Is it comforting to know that there was such controversy surrounding our creation? What does it mean about humanity and our understanding of our role in the universe? Some would intone the classical arguments about humans having freedom of will which is the trade off that God makes to have a living presence that is aware of the Divine. If that is so why does God need that kind of affirmation from us? Maybe it proves the contention of Dr. Abraham Joshua Heschel that God needs man as much as humans need us!
Or is it possible that this message is a warning to us that on certain matters arguing pro versus con with God is pointless. For the ways of God are mysterious and the thoughts of God go beyond our own comprehension. Why else would God have made the decision while the heavenly angels were arguing about the merits of creating human beings? God makes decisions and we can say all we want but at the end of the day we have to live with what is intrinsic and inherent in the world and in human beings.
I would agree that there is a certain degree of cynicism that we could detect from this Midrash. On the other hand maybe the Midrash forces us to see ourselves for who we as a species including our propensity to be good and evil?
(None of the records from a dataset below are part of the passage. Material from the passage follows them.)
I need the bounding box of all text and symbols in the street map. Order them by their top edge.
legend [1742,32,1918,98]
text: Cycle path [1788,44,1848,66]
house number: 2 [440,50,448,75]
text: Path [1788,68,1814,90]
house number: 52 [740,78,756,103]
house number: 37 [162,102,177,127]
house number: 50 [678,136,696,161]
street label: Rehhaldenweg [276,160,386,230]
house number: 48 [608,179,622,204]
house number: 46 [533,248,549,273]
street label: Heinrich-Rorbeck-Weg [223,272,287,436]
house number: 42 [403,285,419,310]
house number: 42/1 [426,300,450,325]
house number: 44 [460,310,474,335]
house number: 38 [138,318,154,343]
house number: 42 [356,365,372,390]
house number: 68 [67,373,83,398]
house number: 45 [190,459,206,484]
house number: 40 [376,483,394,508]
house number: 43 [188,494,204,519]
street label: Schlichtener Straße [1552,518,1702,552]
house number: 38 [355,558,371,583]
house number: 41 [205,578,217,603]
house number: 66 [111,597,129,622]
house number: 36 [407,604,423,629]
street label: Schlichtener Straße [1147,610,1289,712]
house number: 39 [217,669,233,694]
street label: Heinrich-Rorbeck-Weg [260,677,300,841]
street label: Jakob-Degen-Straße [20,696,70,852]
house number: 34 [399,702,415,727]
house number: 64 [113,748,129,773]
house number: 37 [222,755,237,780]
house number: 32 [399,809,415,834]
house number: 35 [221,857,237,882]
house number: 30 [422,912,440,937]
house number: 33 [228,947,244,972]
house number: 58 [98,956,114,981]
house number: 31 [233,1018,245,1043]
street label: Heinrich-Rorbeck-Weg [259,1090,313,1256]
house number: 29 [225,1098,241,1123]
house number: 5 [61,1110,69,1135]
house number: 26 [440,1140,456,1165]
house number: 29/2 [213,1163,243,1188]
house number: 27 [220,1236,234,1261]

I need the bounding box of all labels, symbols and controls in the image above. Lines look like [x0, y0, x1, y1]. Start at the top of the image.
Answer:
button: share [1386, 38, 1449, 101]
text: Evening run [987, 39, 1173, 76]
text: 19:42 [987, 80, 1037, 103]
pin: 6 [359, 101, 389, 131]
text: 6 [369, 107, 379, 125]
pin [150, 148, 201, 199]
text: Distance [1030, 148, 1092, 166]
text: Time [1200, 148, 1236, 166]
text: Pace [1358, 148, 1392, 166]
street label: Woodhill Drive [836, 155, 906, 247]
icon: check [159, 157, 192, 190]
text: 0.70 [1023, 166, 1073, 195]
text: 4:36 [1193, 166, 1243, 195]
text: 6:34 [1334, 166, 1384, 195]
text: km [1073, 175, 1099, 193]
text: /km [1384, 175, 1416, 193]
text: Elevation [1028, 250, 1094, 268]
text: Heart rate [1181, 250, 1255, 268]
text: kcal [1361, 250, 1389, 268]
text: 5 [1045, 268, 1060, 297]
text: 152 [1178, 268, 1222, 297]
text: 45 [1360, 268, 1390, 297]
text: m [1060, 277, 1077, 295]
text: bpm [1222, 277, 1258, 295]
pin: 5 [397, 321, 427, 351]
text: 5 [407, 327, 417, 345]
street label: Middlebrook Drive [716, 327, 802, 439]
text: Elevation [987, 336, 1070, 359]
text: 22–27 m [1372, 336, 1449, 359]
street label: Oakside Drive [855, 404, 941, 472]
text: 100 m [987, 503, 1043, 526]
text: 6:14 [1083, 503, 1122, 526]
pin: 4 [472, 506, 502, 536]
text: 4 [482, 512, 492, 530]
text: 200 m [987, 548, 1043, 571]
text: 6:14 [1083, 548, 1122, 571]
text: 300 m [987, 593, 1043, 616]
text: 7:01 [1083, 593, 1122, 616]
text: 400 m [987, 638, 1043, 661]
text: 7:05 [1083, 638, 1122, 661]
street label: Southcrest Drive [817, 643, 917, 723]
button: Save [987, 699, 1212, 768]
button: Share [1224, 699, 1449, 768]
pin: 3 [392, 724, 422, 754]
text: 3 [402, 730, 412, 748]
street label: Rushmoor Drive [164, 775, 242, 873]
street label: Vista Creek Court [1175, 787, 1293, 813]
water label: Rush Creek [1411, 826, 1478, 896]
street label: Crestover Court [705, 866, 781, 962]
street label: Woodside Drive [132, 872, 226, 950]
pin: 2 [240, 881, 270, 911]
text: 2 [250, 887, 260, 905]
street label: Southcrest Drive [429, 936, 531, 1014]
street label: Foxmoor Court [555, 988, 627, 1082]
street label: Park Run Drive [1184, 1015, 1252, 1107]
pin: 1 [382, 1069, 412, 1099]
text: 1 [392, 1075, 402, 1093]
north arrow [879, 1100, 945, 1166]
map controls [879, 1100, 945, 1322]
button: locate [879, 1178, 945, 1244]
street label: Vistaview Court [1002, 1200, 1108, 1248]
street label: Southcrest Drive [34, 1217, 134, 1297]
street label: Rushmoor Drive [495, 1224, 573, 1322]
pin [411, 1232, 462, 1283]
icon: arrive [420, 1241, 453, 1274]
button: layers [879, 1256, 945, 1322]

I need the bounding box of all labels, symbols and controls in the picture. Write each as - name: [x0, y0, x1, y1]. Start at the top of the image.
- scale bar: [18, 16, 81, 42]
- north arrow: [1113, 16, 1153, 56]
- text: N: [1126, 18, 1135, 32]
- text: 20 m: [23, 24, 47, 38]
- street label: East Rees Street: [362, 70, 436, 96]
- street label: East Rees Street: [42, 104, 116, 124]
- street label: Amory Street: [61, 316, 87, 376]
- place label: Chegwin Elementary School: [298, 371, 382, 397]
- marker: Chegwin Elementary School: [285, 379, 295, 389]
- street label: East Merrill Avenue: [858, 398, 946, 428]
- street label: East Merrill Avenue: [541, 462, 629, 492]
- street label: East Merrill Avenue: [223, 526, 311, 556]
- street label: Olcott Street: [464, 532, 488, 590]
We are struggling with these truths to this day and so often God takes the hit from disillusioned people by watching human beings perpetrate crimes against individuals. The senseless and wanton impulse to murder people whether it would be in the pogroms, the Holocaust or the campus shootings of college students in Oregon all testify not only to the horror of these crimes but to the ease at which they can be implemented. Our teachings in Judaism tell us that, on the other hand, God is not immune from human suffering but suffers along with us.
And that is what leads us to the other side of the picture as to how people demonstrate the most holy and beautiful kind of mitzvah of saving lives and supporting others in their time of need. So is it all bad? Shall we dispel of humanity because of human nature’s capability to destroy? Debate the question, the rabbis say, but at the end of the day we are still here and if we are destroyed it will not be by God’s hands but, I fear, by our own.
Our challenge is prove the angels of service wrong that we were worth it all along despite our failings that in the end God’s decision was still the right thing to do. It starts with each of us every day.
We can’t change the reality of the fact that we are all mortal nor can we alter the divine will that we can choose good and evil. Yet in both cases we can choose how we live that life which God gives us. The gap between how we contend with God’s will and our understanding of our role will remain. Maybe debating these kinds of big picture questions are bes left for the scholar’s study but it is one that we can ponder. That too is the beauty of Judaism-to ponder the questions of why we are here and what is our purpose. Is that not one of the fundamental questions of religion?